The comments came from Nokia’s Director of Portfolio, Product Marketing and Sales, Niels Munksgaard, during an exclusive interview with Pocket-lint.
Munksgaard broke down a few reasons why Apple and Android phones are poised to lose ground to Nokia phones running on Microsoft’s (Nasdaq: MSFT) Windows Phone platform.
Here’s an overview of three of Munksgaard’s insights, which Pocket-lint’s, Stuart Miles, shared with readers. As you can see, the comments sound more like desperate attempts to gain ground in the smartphone race than anything else…
~ Insight #1: The iPhone’s Popularity is Actually its Downfall
According to Munksgaard, “What we see is that youth are pretty much fed up with iPhones. Everyone has an iPhone.”
Fed up, huh?
Is that why a Nielsen survey of children ages six to 12 found that the iPhone is the third most desired item on their Christmas lists this year? And it was beaten only by other products running the same operating system, the iPad and iPod Touch.
Not to mention, results firm, GfK’s, smartphone brand loyalty survey found that 84% of current iPhone users are planning on sticking with the operating system for their next phone.
Do NOT Deposit Another Dollar in Your Bank Account Until You Read THIS
A CIA insider has launched an urgent mission to expose the government’s secret money lockdown plan…
Once you see what could happen next time you go to an ATM, you’ll understand why he’s sending a FREE copy of his new book to any American who answers right here.
So I think it’s safe to say that people are anything but fed up with Apple devices.
~ Insight #2: Android is Complicated and Lacks Security
Munksgaard takes a shot at Android, too, saying, “Many are not happy with the complexity of Android and the lack of security.”
This one’s tougher, since I tend to agree with both points.
There’s no doubt that Android is more complicated than, say, Apple’s iOS platform. And its customizability can be daunting to some, which is why I told my not-so-tech savvy mother to opt for the iPhone.
But to many others, it’s a huge selling point. One that happens to be working, considering that Android is demolishing every other smartphone operating system right now, with 52% of the market under its belt.
And as far as security goes, Android is undoubtedly lacking in that department.
However, the Windows Phone OS isn’t exactly bulletproof, either. Just yesterday, one WinRumors reader posted video proof of a bug that disables text messaging on the phone.
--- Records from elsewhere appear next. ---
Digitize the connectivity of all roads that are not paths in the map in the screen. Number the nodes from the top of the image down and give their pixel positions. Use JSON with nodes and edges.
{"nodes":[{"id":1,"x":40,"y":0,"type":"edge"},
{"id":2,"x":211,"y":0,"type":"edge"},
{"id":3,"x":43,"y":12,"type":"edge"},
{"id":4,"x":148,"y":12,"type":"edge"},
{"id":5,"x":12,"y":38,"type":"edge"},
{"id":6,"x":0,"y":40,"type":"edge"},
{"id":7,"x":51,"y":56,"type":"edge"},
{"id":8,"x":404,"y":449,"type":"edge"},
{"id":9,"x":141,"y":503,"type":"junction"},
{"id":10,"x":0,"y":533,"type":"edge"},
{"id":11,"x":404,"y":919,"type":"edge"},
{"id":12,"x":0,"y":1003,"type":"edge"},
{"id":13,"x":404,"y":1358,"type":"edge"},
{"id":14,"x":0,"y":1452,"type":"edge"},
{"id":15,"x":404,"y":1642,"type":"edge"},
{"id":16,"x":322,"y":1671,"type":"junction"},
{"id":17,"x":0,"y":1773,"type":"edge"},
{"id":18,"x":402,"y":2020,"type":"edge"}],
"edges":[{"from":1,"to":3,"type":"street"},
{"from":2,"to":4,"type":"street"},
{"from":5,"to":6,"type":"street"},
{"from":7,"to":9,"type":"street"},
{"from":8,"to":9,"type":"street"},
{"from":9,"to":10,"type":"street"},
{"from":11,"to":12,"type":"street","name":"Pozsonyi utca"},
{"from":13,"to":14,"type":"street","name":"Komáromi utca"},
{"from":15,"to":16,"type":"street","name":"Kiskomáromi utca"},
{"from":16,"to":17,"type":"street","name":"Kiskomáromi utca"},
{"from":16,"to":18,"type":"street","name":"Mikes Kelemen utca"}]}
~ Insight #3: The “Sea of Sameness”
Munksgaard goes on to attack the similarities in smartphone design: “The marketplace is extremely crowded. I refer to it as the sea of sameness… When you see the number of black mono-blocks sitting on the shelf, it is very confusing to the consumer. We want to deliver services and phones that are different.”
Granted, smartphones seem to have adopted the same rectangular shape that the first iPhone popularized in 2007.
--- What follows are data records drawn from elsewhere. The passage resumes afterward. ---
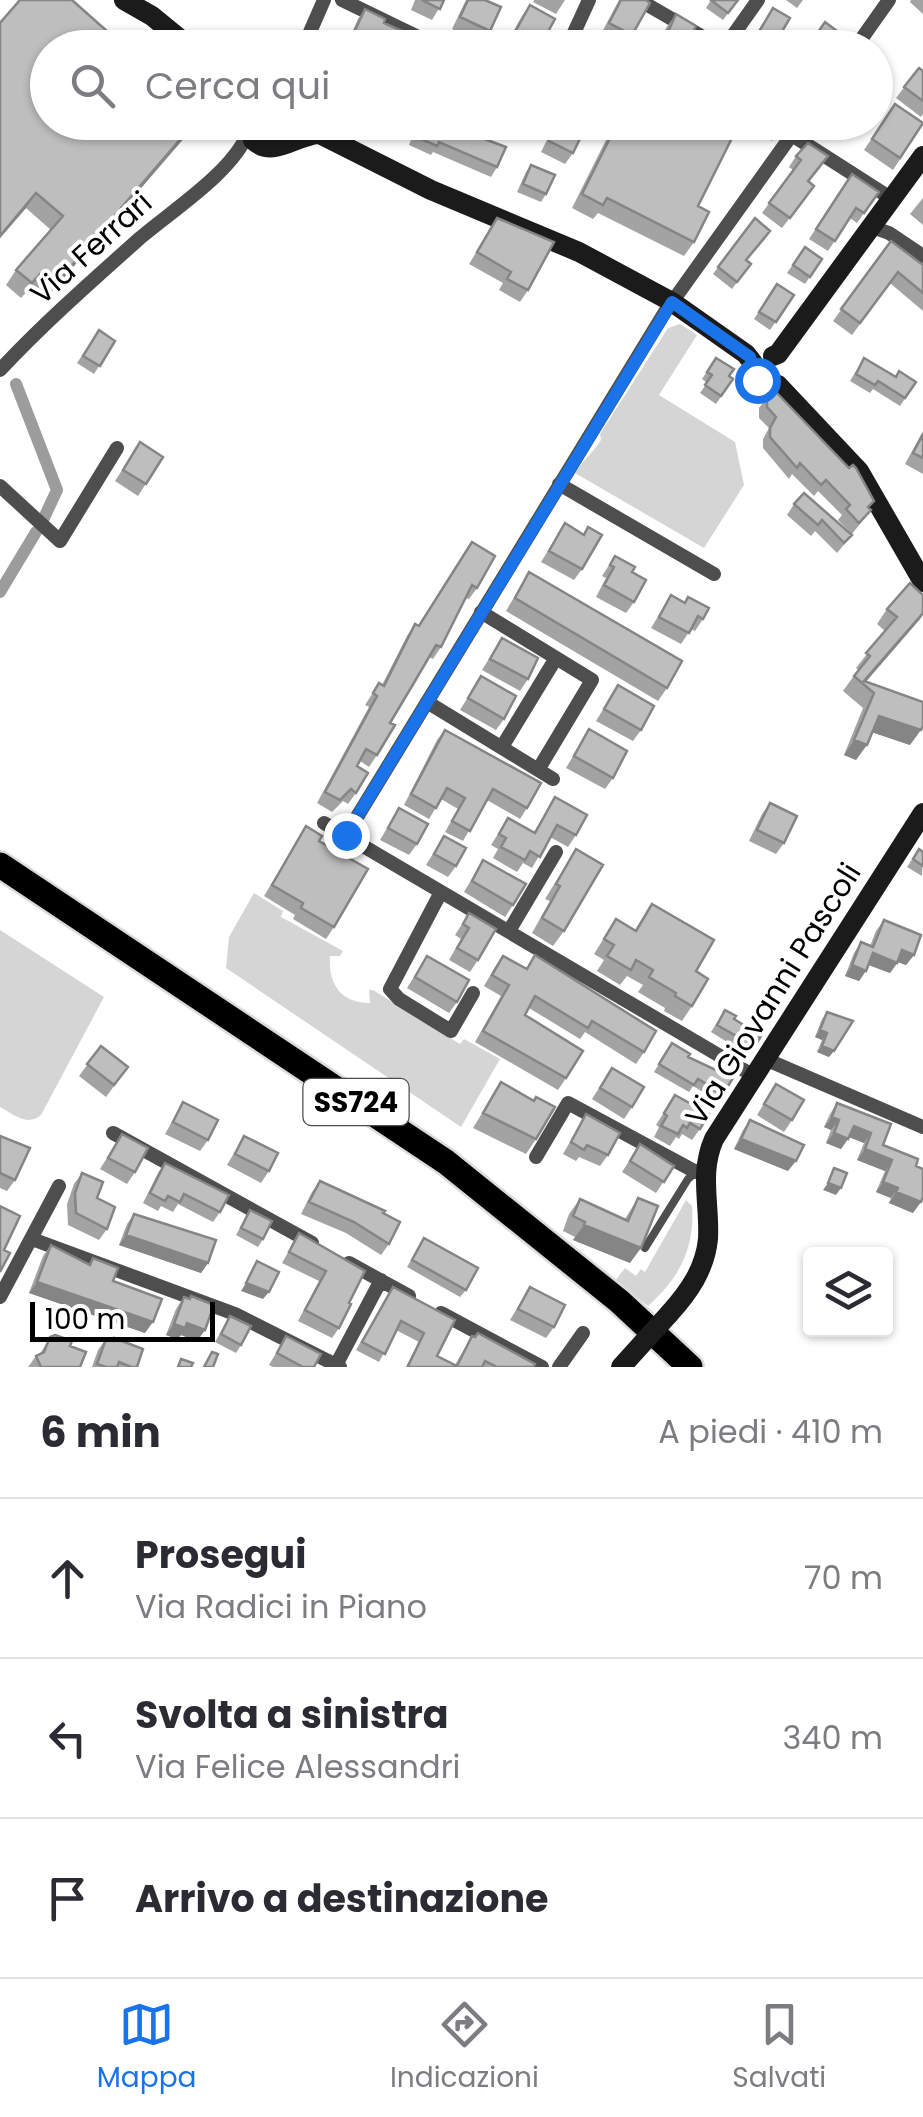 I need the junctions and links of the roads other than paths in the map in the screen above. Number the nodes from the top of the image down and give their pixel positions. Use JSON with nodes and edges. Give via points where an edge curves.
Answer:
{"nodes":[{"id":1,"x":124,"y":0,"type":"edge"},
{"id":2,"x":324,"y":0,"type":"edge"},
{"id":3,"x":342,"y":0,"type":"edge"},
{"id":4,"x":590,"y":0,"type":"edge"},
{"id":5,"x":641,"y":0,"type":"edge"},
{"id":6,"x":758,"y":0,"type":"edge"},
{"id":7,"x":889,"y":0,"type":"edge"},
{"id":8,"x":169,"y":30,"type":"edge"},
{"id":9,"x":311,"y":30,"type":"edge"},
{"id":10,"x":404,"y":30,"type":"edge"},
{"id":11,"x":576,"y":30,"type":"edge"},
{"id":12,"x":692,"y":30,"type":"edge"},
{"id":13,"x":736,"y":30,"type":"edge"},
{"id":14,"x":868,"y":30,"type":"edge"},
{"id":15,"x":244,"y":140,"type":"edge"},
{"id":16,"x":254,"y":140,"type":"edge"},
{"id":17,"x":284,"y":140,"type":"edge"},
{"id":18,"x":293,"y":140,"type":"edge"},
{"id":19,"x":330,"y":140,"type":"edge"},
{"id":20,"x":788,"y":140,"type":"edge"},
{"id":21,"x":811,"y":140,"type":"edge"},
{"id":22,"x":275,"y":148,"type":"junction"},
{"id":23,"x":923,"y":156,"type":"edge"},
{"id":24,"x":222,"y":168,"type":"junction"},
{"id":25,"x":892,"y":199,"type":"junction"},
{"id":26,"x":872,"y":227,"type":"junction"},
{"id":27,"x":923,"y":256,"type":"edge"},
{"id":28,"x":672,"y":302,"type":"junction"},
{"id":29,"x":769,"y":366,"type":"junction"},
{"id":30,"x":0,"y":370,"type":"edge"},
{"id":31,"x":117,"y":448,"type":"dead end"},
{"id":32,"x":559,"y":484,"type":"junction"},
{"id":33,"x":0,"y":486,"type":"edge"},
{"id":34,"x":714,"y":574,"type":"dead end"},
{"id":35,"x":923,"y":582,"type":"edge"},
{"id":36,"x":481,"y":612,"type":"junction"},
{"id":37,"x":556,"y":658,"type":"junction"},
{"id":38,"x":427,"y":702,"type":"junction"},
{"id":39,"x":502,"y":748,"type":"junction"},
{"id":40,"x":538,"y":770,"type":"junction"},
{"id":41,"x":553,"y":779,"type":"dead end"},
{"id":42,"x":923,"y":813,"type":"edge"},
{"id":43,"x":324,"y":822,"type":"dead end"},
{"id":44,"x":346,"y":835,"type":"junction"},
{"id":45,"x":556,"y":852,"type":"dead end"},
{"id":46,"x":0,"y":865,"type":"edge"},
{"id":47,"x":0,"y":885,"type":"edge"},
{"id":48,"x":441,"y":892,"type":"junction"},
{"id":49,"x":510,"y":931,"type":"junction"},
{"id":50,"x":473,"y":993,"type":"dead end"},
{"id":51,"x":759,"y":1068,"type":"junction"},
{"id":52,"x":923,"y":1127,"type":"edge"},
{"id":53,"x":113,"y":1133,"type":"dead end"},
{"id":54,"x":536,"y":1157,"type":"dead end"},
{"id":55,"x":701,"y":1170,"type":"junction"},
{"id":56,"x":59,"y":1186,"type":"dead end"},
{"id":57,"x":32,"y":1239,"type":"junction"},
{"id":58,"x":646,"y":1248,"type":"edge"},
{"id":59,"x":380,"y":1280,"type":"junction"},
{"id":60,"x":0,"y":1297,"type":"edge"},
{"id":61,"x":583,"y":1333,"type":"dead end"},
{"id":62,"x":337,"y":1366,"type":"edge"},
{"id":63,"x":542,"y":1367,"type":"edge"},
{"id":64,"x":559,"y":1367,"type":"edge"},
{"id":65,"x":622,"y":1367,"type":"edge"},
{"id":66,"x":665,"y":1367,"type":"edge"},
{"id":67,"x":690,"y":1367,"type":"edge"}],
"edges":[{"from":1,"to":8,"type":"street"},
{"from":2,"to":9,"type":"street"},
{"from":3,"to":10,"type":"street"},
{"from":4,"to":11,"type":"street"},
{"from":5,"to":12,"type":"street"},
{"from":6,"to":13,"type":"street"},
{"from":7,"to":14,"type":"street"},
{"from":15,"to":24,"type":"street","name":"Via Ferrari"},
{"from":16,"to":22,"type":"street"},
{"from":17,"to":22,"type":"street"},
{"from":18,"to":22,"type":"street"},
{"from":19,"to":28,"type":"street"},
{"from":20,"to":28,"type":"street"},
{"from":21,"to":25,"type":"street"},
{"from":22,"to":24,"type":"street","name":"Via Ferrari","via":[[248,152]]},
{"from":23,"to":25,"type":"street"},
{"from":24,"to":30,"type":"street","name":"Via Ferrari"},
{"from":25,"to":26,"type":"street"},
{"from":26,"to":27,"type":"street"},
{"from":26,"to":29,"type":"street"},
{"from":28,"to":29,"type":"street"},
{"from":28,"to":32,"type":"street"},
{"from":29,"to":35,"type":"street","via":[[859,472]]},
{"from":31,"to":33,"type":"street","via":[[60,541]]},
{"from":32,"to":34,"type":"street"},
{"from":32,"to":36,"type":"street"},
{"from":36,"to":37,"type":"street"},
{"from":36,"to":38,"type":"street"},
{"from":37,"to":39,"type":"street"},
{"from":37,"to":40,"type":"street","via":[[592,680]]},
{"from":38,"to":39,"type":"street"},
{"from":38,"to":44,"type":"street"},
{"from":39,"to":40,"type":"street"},
{"from":40,"to":41,"type":"street"},
{"from":42,"to":51,"type":"street","name":"Via Giovanni Pascoli"},
{"from":43,"to":44,"type":"street"},
{"from":44,"to":48,"type":"street"},
{"from":45,"to":49,"type":"street"},
{"from":46,"to":67,"type":"highway","number":"SS724","via":[[446,1162]]},
{"from":47,"to":66,"type":"highway","via":[[436,1174]]},
{"from":48,"to":49,"type":"street"},
{"from":48,"to":50,"type":"street","via":[[390,989],[451,1031]]},
{"from":49,"to":51,"type":"street"},
{"from":51,"to":52,"type":"street"},
{"from":51,"to":55,"type":"street","name":"Via Giovanni Pascoli"},
{"from":53,"to":59,"type":"street"},
{"from":54,"to":55,"type":"street","via":[[568,1102]]},
{"from":55,"to":58,"type":"lane","via":[[688,1179]]},
{"from":55,"to":65,"type":"street","name":"Via Giovanni Pascoli","bridge":true,"via":[[706,1250],[693,1283]]},
{"from":56,"to":57,"type":"street"},
{"from":57,"to":60,"type":"street"},
{"from":57,"to":62,"type":"street","via":[[234,1314]]},
{"from":59,"to":62,"type":"street"},
{"from":59,"to":63,"type":"street"},
{"from":61,"to":64,"type":"street"}]}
But Nokia is no exception. Its new Lumia 800, for instance, looks like a standard issue smartphone. Even if it’s available in magenta and cyan.
Bottom line: I’d love to see the Nokia-Microsoft relationship deliver a killer device to the market. After all, competition helps drive innovation.
But Nokia’s statements about Apple and Android are either moot or downright false. If it wants Windows Phone to make a splash, I suggest it develops some more compelling talking points that focus on highlighting the operating system’s strengths.
And since Windows Phone only lays claim to 2% of the market right now (up from 1% last year), it had better work fast.